(DATASET RECORDS)

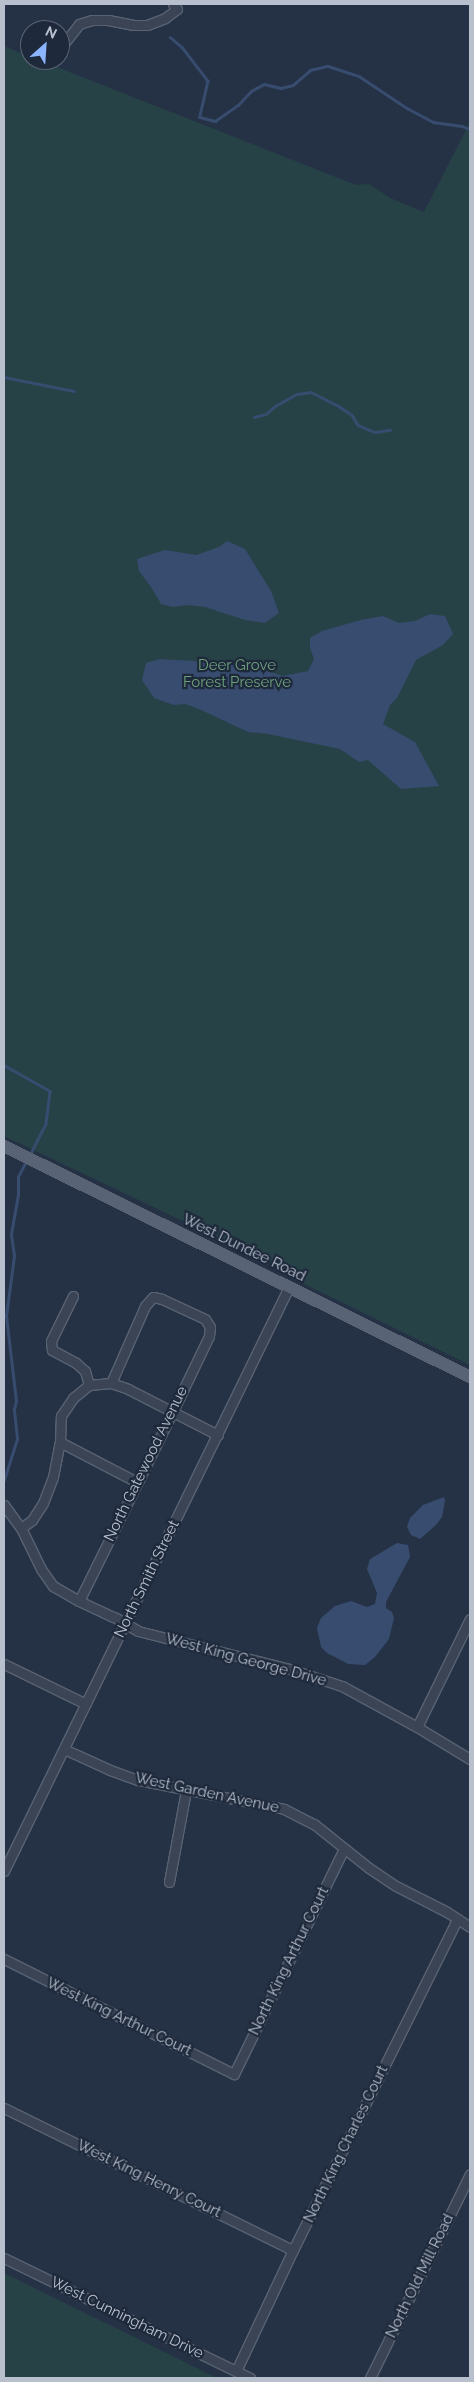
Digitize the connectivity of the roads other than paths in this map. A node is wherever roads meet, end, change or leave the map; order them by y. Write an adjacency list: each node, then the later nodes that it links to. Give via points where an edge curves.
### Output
1 (173, 4): 2 (street, via 177,9 147,25 92,20 79,24)
2 (70, 36)
3 (4, 1146): 4 (main road, West Dundee Road)
4 (289, 1287): 6 (main road, West Dundee Road); 10 (street, North Smith Street)
5 (73, 1296): 8 (street, via 51,1341 52,1350 85,1371)
6 (470, 1376)
7 (111, 1382): 8 (street); 9 (street); 9 (street, North Gatewood Avenue, via 145,1306 153,1297 205,1319 210,1327 209,1336)
8 (90, 1385): 11 (street, via 73,1398 61,1416)
9 (172, 1413): 10 (street); 12 (street, North Gatewood Avenue)
10 (218, 1435): 17 (street, North Smith Street)
11 (60, 1442): 12 (street); 14 (street, via 53,1477 43,1504 32,1520)
12 (137, 1482): 15 (street, North Gatewood Avenue)
13 (4, 1506): 14 (street, West King George Drive)
14 (21, 1528): 15 (street, West King George Drive, via 53,1586)
15 (79, 1601): 17 (street, West King George Drive)
16 (470, 1619): 20 (street)
17 (126, 1624): 19 (street, North Smith Street); 20 (street, West King George Drive, via 164,1639 316,1677 356,1693)
18 (4, 1664): 19 (street)
19 (86, 1704): 21 (street, North Smith Street)
20 (417, 1727): 22 (street, West King George Drive)
21 (64, 1749): 23 (street, West Garden Avenue, via 138,1780); 25 (street, North Smith Street)
22 (470, 1759)
23 (186, 1790): 24 (street, West Garden Avenue, via 284,1809 314,1824); 26 (street)
24 (344, 1848): 27 (street, West Garden Avenue, via 396,1886); 30 (street, North King Arthur Court)
25 (4, 1871)
26 (168, 1882)
27 (457, 1919): 28 (street, West Garden Avenue); 33 (street, North King Charles Court)
28 (470, 1927)
29 (4, 1959): 30 (street, West King Arthur Court)
30 (234, 2074)
31 (4, 2108): 33 (street, West King Henry Court)
32 (470, 2174): 37 (street, North Old Mill Road)
33 (293, 2250): 35 (street, North King Charles Court)
34 (4, 2258): 35 (street, West Cunningham Drive)
35 (236, 2371): 36 (street, West Cunningham Drive)
36 (250, 2378)
37 (370, 2378)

(End DATASET RECORDS)

§ **WORK ITEM**: Every line containing the string "Charles" in the entries should be counted; give the resulting number and nothing else.

§ **WORKED SOLUTION**: 2